+++ EXERCISE INPUTS

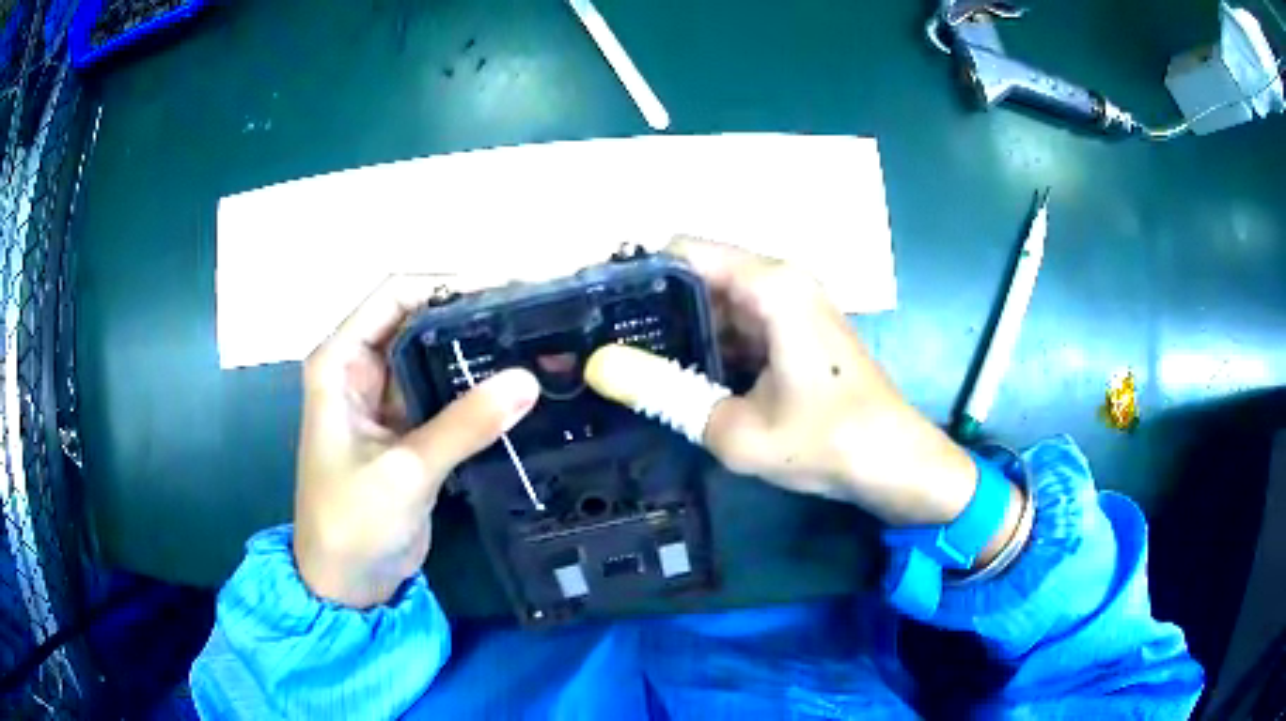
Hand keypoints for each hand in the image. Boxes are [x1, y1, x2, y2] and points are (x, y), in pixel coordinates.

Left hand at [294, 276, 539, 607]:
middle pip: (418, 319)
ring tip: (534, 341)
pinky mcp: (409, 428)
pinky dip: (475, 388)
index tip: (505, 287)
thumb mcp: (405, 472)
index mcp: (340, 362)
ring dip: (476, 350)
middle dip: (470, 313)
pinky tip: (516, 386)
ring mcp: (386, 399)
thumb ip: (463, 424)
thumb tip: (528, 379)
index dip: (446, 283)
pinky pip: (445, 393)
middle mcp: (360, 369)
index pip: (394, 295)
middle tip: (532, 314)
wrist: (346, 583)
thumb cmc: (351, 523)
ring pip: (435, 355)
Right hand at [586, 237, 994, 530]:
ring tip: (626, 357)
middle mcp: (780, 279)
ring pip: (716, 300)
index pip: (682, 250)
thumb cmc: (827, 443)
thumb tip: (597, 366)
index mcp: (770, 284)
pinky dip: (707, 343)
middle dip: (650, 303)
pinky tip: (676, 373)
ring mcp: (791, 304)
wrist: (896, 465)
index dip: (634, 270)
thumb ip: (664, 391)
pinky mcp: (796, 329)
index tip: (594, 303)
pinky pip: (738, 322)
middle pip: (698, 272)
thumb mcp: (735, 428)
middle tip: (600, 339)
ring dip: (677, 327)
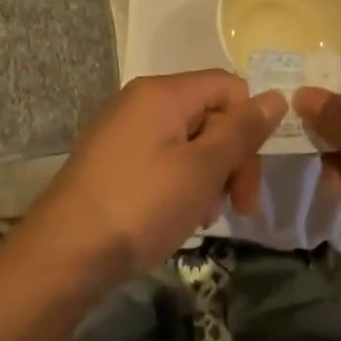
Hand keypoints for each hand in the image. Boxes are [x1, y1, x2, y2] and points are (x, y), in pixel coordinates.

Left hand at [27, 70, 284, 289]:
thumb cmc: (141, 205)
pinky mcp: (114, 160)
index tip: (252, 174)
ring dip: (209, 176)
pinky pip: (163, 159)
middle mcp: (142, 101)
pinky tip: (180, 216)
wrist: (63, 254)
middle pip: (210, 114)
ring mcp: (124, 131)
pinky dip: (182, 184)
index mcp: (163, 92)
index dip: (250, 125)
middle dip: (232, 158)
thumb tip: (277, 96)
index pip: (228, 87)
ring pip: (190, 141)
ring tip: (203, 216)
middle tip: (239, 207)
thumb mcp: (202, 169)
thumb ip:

++++++

▸ **PROBLEM TO SOLVE**
Give back every line of the listing where the word "ring" shows up.

▸ **SOLUTION TO THIS TASK**
ring tip: (534, 341)
ring dip: (476, 350)
ring mcp: (386, 399)
ring pip: (435, 355)
ring tip: (626, 357)
ring pip: (716, 300)
ring mcp: (791, 304)
ring dip: (677, 327)
ring dip: (209, 176)
ring mcp: (124, 131)
ring pip: (190, 141)
ring tip: (203, 216)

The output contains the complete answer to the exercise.